Living in Guwahati, my home town on the banks of the Brahmaputra, I have watched the ebb and rise of the Brahmaputra in different seasons and the effect on the landmass in and around the river. In the monsoon season, as heavy rains descend on the river, it swells and rises to submerge vast areas of land, often with deadly effect on the human population there and local infrastructure being dislocated. In the drier season, the flow ebbs and the river gets shallow revealing the enormous volume of silt dumped by the river and is constantly changing the surrounding landmass.
The combined destruction resulting from successive floods and siltation almost every year by the Brahmaputra has eliminated nearly all efforts for the delivery of services that would provide the basic needs like electricity, running water, education and healthcare to the inhabitants of the villages on the chars/saporis or river islands. The negative impact upon these secluded communities has been tremendous.
When I was told that I would be working in the Saporis/Chars of Lakhimpur and Barpeta, I had a very different picture in mind. I expected them to be similar to the villages of the mainland. But the moment I set foot in the first Sapori/Char of Lakhimpur, all my preconceived notions about them changed. I was amazed to see such greenery around and suddenly I was transported to a world away from the usual hustle and bustle of modern day life. In this short span of two weeks, I saw an Assam which went beyond the lush green tea gardens and oil fields for which it is so well known; an Assam which I never knew existed.
The river being the only way in which these islands are physically connected to the rest of the world, one seldom sees any outsiders in these villages. I, being a new face for the people there, got different reactions from them- some excited, while others curious, and a few even sceptical about my presence there. They had many questions about me and why I was there. On the whole, the people were very warm and welcoming.
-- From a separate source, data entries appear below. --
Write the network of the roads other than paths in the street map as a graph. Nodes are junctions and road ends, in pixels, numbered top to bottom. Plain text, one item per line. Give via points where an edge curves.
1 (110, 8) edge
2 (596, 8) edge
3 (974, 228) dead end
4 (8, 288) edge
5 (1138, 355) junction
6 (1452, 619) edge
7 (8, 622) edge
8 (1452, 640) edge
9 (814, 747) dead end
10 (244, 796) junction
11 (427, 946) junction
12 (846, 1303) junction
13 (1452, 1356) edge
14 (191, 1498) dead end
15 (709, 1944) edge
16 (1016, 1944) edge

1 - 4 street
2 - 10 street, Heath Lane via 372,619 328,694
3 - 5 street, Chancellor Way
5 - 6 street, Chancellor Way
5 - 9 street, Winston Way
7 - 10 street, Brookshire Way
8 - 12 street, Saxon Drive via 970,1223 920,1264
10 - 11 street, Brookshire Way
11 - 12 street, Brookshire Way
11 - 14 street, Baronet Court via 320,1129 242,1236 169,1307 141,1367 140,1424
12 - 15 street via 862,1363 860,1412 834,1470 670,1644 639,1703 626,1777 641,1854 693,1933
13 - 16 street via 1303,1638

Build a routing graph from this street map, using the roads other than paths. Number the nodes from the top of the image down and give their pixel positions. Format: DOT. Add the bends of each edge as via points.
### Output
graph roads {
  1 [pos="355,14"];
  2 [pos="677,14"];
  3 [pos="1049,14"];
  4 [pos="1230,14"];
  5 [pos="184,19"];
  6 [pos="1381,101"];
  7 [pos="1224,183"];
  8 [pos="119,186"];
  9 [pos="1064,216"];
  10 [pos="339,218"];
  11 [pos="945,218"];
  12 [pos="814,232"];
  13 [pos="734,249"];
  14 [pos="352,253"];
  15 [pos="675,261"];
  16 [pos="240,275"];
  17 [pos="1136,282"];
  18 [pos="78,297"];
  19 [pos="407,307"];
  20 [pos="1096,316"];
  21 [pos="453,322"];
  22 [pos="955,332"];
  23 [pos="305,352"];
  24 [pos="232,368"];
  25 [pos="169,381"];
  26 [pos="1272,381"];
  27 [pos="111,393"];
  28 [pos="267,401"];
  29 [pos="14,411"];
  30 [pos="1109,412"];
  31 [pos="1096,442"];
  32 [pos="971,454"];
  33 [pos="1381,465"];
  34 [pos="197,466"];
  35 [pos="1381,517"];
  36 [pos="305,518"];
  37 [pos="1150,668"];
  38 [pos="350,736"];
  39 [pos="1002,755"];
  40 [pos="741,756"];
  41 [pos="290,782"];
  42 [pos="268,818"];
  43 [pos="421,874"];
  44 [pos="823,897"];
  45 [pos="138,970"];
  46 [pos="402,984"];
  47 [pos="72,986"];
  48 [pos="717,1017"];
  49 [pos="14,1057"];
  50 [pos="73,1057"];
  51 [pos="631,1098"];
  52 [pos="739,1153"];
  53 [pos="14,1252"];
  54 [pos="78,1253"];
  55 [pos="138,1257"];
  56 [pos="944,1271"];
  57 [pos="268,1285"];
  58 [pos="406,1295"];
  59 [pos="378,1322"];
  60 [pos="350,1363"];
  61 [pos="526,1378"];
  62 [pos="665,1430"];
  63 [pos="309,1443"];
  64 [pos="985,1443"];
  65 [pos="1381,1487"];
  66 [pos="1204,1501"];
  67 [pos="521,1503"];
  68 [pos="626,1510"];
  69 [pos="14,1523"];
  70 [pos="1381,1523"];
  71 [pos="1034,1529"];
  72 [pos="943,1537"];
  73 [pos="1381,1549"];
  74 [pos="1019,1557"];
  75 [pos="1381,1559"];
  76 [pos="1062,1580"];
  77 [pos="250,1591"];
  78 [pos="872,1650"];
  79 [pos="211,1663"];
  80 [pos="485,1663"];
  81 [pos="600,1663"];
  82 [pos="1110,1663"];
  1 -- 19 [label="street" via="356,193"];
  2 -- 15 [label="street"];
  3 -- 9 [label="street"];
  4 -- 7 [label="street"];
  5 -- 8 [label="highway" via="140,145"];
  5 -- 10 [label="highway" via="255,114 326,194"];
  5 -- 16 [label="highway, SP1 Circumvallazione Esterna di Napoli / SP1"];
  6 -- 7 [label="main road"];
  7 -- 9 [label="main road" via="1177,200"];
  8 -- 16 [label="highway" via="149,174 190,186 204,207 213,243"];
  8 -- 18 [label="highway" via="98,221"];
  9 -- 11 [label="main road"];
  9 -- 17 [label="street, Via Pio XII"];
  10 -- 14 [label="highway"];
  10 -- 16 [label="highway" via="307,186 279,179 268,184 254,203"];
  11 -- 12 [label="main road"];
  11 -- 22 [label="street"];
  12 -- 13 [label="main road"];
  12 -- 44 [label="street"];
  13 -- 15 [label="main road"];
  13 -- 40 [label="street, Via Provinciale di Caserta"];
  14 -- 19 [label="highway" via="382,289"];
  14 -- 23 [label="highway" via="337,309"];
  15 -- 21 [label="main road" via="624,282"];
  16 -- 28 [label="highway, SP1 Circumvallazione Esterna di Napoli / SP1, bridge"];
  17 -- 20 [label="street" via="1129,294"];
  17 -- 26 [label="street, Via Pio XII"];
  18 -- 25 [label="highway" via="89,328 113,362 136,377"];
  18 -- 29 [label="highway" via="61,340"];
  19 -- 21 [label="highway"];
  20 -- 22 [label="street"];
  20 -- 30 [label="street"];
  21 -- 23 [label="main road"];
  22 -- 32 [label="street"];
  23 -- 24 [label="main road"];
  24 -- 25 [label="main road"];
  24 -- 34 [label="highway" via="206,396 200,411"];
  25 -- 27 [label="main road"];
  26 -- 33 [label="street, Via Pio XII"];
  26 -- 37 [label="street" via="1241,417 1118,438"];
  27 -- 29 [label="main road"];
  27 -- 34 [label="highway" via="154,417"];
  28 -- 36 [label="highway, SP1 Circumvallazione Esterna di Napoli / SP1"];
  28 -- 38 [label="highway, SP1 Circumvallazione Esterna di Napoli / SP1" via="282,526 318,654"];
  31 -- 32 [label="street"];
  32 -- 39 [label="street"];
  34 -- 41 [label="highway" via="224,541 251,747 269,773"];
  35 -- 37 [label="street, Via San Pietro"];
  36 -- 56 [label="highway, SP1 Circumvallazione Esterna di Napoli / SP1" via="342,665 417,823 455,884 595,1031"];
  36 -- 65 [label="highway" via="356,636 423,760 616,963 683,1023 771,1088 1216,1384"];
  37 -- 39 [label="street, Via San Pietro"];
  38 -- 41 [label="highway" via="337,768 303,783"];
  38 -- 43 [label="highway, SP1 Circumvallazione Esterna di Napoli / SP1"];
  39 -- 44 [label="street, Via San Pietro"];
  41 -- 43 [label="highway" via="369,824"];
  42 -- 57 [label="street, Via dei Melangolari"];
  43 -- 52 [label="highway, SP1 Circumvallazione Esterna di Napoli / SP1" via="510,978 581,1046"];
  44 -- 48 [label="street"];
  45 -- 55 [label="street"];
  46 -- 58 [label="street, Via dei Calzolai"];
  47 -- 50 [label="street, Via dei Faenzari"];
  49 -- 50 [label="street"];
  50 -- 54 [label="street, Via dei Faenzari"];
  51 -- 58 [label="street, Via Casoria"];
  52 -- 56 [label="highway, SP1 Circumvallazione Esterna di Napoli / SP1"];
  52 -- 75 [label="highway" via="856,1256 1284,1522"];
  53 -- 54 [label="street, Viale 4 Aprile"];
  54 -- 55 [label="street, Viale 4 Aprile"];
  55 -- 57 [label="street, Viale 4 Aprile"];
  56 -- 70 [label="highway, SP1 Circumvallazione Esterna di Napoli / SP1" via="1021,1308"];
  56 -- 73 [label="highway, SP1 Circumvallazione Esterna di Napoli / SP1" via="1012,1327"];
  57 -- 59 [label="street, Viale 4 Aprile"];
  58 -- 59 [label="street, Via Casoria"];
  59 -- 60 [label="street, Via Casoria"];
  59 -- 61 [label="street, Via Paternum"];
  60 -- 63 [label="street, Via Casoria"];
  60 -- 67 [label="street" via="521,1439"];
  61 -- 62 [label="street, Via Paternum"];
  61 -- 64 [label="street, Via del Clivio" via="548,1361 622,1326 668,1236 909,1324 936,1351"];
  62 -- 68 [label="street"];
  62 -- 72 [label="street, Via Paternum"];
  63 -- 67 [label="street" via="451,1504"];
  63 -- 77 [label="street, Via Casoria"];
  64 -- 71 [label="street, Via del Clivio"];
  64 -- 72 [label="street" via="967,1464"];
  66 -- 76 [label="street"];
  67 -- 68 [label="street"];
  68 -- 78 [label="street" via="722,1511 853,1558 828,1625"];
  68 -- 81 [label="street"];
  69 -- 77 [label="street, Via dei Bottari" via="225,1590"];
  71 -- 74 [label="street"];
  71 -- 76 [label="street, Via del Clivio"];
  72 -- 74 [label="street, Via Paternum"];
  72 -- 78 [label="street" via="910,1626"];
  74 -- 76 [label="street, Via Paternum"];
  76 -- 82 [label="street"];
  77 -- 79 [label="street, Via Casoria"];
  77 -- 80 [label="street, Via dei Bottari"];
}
A very peculiar phenomenon which I saw in Lakhimpur was the least dependence on outside markets for goods. At an age where even drinking water can be bought, the people in these islands make almost everything they need by themselves, starting from the utensils they use to the clothes which they wear. It is only the basic things such as salt, which they buy from the weekly haat.
Life in these Saporis/chars is not easy. Monsoon floods have become a part of life here which prevents them from leading a sedentary life. Starting from the kind of houses they live in to the number of belongings they have at home reflect the nomadic life they lead. Even though the people here have learned to cope with floods, such lifestyle has huge setbacks for the people, especially children. The continuous migration hinders the healthy growth of children both physically and mentally. It is difficult to keep moving from one place to another and start life afresh every time their houses and fields are washed away by the river.
But despite all the difficulties faced by the people, they have not stopped fighting. Instead they have found ways to survive such hard circumstances. And that is what this entire experience with the boat clinic has taught me: to value the undying spirit of human nature to overcome problems and to never stop fighting.